Die Goldene Mitte liegt nicht bei 50 Prozent Leistung

 

Faulheit kann auch als solche benannt werden. Faule, bequeme oder opportunistische Personen haben den Begriff "Pflicherfüllung" nicht ganz richtig verstanden.

 

Faulheit - Pflichterfüllung- Perfektionismus

 

Wenn ich eine Verpflichtung eingehe, also eine Arbeit zusage, dann muss ich dafür auch 100% Leistung geben, dafür werde ich schließlich 100%ig bezahlt. Jeder Mensch hat seine Arbeitszeit, in der er sich gemäß seiner Fähigkeiten und Talente zu 100% Mühe geben soll.
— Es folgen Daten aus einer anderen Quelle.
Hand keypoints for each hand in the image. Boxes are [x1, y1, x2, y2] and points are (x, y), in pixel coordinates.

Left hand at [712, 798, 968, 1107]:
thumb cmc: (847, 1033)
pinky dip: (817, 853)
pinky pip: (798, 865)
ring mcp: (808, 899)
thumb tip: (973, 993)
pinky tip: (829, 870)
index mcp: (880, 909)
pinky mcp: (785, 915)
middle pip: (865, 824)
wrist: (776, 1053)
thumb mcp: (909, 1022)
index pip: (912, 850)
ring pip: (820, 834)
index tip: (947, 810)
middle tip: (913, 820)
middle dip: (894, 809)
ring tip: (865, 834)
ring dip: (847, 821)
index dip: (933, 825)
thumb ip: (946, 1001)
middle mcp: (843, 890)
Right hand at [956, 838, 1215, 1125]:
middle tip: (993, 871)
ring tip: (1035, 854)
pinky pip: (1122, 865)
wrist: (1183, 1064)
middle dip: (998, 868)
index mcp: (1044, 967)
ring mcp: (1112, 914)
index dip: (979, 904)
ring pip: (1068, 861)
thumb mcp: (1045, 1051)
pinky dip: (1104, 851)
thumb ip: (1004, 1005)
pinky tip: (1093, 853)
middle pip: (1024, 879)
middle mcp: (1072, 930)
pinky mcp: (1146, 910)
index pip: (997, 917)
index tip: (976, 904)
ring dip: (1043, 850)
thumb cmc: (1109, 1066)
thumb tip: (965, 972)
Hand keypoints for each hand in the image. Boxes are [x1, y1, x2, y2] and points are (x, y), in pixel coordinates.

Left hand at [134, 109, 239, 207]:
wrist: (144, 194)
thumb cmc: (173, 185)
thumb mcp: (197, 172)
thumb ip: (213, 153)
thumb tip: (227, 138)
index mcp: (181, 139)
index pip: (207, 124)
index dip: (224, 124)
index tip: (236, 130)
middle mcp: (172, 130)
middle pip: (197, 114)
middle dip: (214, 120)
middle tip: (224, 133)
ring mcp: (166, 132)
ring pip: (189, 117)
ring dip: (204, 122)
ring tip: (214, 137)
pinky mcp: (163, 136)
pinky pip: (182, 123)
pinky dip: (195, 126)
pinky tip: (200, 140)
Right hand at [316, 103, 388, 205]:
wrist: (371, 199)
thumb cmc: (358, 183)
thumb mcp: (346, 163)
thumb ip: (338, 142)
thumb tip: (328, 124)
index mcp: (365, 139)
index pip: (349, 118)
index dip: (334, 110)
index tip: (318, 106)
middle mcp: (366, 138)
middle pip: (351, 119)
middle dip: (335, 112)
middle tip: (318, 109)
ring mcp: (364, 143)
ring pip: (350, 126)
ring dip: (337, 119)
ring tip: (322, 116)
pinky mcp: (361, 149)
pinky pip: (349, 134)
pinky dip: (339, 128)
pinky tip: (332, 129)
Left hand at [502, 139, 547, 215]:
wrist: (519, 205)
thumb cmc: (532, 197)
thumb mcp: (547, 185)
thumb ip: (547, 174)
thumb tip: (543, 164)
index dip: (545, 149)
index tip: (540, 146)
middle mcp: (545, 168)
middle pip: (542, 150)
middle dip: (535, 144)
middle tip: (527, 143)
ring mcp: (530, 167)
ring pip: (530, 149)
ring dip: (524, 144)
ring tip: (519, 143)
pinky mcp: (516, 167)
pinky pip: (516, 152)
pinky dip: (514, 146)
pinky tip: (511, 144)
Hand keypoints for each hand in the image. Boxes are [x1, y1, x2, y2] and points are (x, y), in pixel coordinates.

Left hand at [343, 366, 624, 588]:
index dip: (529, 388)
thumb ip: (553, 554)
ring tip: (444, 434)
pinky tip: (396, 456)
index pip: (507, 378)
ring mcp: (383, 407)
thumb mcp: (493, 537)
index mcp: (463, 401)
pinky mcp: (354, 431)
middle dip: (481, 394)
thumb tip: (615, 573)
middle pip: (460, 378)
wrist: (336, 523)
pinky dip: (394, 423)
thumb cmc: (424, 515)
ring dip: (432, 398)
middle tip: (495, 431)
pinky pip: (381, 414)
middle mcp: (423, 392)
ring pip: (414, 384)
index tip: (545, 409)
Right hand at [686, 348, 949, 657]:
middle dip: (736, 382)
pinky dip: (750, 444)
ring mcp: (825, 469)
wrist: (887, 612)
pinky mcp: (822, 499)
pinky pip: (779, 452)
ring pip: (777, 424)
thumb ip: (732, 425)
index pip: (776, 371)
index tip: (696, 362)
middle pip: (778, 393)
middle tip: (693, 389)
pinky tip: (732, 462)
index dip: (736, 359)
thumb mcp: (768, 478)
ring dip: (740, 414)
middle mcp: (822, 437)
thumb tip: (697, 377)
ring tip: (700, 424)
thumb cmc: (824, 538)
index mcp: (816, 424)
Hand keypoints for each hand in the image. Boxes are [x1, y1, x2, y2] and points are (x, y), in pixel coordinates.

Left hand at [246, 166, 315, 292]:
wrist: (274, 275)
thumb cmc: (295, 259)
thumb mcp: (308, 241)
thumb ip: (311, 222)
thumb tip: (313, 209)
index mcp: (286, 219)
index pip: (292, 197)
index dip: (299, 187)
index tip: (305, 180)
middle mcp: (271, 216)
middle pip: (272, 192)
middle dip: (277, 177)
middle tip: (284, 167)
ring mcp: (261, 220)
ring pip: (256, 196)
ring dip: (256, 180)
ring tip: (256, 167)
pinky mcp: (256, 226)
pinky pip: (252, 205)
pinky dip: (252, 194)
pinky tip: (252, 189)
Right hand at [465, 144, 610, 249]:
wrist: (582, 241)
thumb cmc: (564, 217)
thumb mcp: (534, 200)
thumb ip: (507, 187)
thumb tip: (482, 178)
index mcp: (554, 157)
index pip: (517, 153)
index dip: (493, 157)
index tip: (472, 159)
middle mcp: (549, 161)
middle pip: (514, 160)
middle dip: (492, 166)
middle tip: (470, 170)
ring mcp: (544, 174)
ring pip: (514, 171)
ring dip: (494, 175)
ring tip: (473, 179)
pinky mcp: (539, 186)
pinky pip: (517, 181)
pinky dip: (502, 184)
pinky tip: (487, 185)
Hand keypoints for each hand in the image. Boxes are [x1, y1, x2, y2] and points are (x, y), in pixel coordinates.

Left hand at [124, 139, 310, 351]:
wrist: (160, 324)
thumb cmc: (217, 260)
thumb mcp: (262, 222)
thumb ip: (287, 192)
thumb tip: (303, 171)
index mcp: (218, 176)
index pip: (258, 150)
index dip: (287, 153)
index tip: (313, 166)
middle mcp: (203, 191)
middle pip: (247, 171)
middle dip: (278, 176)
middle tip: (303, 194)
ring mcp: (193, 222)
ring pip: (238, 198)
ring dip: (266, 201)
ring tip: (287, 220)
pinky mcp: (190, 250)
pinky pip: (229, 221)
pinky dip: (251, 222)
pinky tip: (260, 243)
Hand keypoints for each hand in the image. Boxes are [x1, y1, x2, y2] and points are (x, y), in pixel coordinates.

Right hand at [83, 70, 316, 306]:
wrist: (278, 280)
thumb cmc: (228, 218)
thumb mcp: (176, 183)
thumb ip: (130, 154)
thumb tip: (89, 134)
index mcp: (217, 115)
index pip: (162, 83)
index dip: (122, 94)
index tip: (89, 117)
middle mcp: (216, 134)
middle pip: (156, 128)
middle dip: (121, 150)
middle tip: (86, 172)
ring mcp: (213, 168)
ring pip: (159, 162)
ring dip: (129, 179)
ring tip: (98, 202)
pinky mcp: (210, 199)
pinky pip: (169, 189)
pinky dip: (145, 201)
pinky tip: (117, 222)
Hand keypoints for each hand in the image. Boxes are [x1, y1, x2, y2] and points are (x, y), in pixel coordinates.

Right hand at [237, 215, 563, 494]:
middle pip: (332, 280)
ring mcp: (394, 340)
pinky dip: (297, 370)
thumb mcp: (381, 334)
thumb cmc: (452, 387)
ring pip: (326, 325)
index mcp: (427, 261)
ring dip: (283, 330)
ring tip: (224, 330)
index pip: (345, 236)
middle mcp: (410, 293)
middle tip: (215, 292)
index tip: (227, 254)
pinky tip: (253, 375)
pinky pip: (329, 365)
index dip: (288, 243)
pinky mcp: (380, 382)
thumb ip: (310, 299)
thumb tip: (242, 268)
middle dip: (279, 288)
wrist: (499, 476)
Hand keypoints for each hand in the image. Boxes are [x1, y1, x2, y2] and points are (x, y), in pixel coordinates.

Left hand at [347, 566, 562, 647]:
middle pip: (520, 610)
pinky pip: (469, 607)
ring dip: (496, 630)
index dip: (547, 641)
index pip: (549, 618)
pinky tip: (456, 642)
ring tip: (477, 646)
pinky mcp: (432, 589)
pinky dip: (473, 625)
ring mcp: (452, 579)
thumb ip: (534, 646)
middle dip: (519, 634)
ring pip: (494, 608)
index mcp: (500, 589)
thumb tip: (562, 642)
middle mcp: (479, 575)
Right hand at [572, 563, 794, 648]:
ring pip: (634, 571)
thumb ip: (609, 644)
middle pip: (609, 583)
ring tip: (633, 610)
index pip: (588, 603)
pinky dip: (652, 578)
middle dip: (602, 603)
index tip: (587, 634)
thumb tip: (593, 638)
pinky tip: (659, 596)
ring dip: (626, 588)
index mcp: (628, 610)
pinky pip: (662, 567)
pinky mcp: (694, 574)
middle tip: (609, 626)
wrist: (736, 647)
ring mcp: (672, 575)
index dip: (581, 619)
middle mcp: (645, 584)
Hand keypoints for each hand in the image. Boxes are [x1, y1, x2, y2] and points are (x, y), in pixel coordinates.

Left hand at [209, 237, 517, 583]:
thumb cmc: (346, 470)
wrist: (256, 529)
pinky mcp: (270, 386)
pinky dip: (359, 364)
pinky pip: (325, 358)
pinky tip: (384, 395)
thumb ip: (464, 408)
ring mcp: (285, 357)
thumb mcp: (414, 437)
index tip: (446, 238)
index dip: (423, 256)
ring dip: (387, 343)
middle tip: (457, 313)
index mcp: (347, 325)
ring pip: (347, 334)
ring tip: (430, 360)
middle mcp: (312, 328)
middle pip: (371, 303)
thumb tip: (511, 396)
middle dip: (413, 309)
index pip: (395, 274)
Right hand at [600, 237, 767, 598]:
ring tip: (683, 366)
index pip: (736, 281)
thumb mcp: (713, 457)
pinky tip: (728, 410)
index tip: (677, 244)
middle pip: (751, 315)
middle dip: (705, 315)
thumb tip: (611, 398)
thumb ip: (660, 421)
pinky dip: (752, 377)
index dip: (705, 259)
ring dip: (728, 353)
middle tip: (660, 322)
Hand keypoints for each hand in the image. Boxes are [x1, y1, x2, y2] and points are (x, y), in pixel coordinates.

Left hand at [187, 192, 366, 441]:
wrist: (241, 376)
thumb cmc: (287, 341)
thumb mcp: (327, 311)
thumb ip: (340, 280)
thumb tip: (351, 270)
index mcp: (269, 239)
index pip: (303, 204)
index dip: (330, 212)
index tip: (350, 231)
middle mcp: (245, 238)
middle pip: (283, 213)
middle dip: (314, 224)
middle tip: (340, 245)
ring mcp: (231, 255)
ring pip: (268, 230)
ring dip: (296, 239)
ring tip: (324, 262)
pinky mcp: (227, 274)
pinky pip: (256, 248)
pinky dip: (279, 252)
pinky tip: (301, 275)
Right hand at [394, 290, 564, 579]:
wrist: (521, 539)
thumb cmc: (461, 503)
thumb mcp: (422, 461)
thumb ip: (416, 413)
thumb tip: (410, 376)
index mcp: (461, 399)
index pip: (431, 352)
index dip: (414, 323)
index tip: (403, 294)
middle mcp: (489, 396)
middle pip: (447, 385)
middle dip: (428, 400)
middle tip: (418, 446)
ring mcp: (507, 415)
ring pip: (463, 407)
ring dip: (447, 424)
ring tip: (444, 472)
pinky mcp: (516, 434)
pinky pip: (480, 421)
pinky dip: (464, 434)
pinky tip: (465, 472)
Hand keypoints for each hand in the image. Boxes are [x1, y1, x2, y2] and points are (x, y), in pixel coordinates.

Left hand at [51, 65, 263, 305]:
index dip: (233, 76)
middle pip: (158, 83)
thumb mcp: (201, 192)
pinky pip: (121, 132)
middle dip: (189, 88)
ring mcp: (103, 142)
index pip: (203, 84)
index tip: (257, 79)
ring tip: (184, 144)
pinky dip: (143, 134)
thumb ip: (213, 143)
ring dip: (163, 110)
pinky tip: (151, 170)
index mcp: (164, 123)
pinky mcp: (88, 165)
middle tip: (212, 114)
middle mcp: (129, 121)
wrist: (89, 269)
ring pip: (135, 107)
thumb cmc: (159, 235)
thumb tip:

Das ist ein so genannter Leistungsvertrag. Und um jeden Tag acht Stunden lang 100%ig leistungsfähig zu sein, muss man gesund bleiben. Also ist es deine Pflicht, die anderen 16 Stunden des Tages dafür zu nutzen, genug zu schlafen und genug Freizeit zu haben, um dich zu regenerieren.

 

Leistungsvertrag vs Werksvertrag

 

Wenn aber das fertige ERGEBNIS, bzw. das ZIEL in einem Vertrag definiert wird, dann handelt es sich um einen WERKSVERTRAG und viele verwechseln das. Gerade Frauen denken oft, dass es sich bei ihrer Arbeit um einen Werksvertrag handelt, bei dem sie ein perfektes Ideal erreichen und möglichst auch noch übererfüllen sollen. Auch im Privatleben denken sie, ihre Umwelt erwarte eine perfekte Wohnung, einen perfekten Körper und dass die Frisur perfekt sitzt, bevor sie mit Anerkennung rechnen dürften.

 

Perfektion ist immer ein Mißverständnis und wo Menschen am Werk sind, kann es a priori keine Perfektion geben

 

Im Alltag handelt es sich meistens um Leistungsverträge: Du sollst dir 100 Prozent Mühe geben, dein Bestes,  so wie es deinen Talenten und Fähigkeiten entspricht, dann hast du alles richtig gemacht. Aber nur 8 Stunden lang, nämlich die, die du bezahlt bekommst. In den anderen Stunden sollst du 100% Schlaf kriegen, 100% Spaß haben und 100% sonst was.

 

Du bist, so wie du bist, richtig

 

Manche denken, erst, wenn sie ein IDEAL verkörpern, hätten sie eine Existenzberechtigung. Das ist der größte Bullshit. Wenn du das denkst, bist du drauf und dran, krank zu werden.

 

Das Gefühl,  UNGENÜGEND zu sein, diese Dysbalance, erzeugt auch ein Ungleichgewicht der Streßhormone und wenn der Hormonhaushalt durcheinandergerät, könnten Schilddrüse und Nebennieren dauerhaft geschwächt werden. Das führt in einen Abgrund.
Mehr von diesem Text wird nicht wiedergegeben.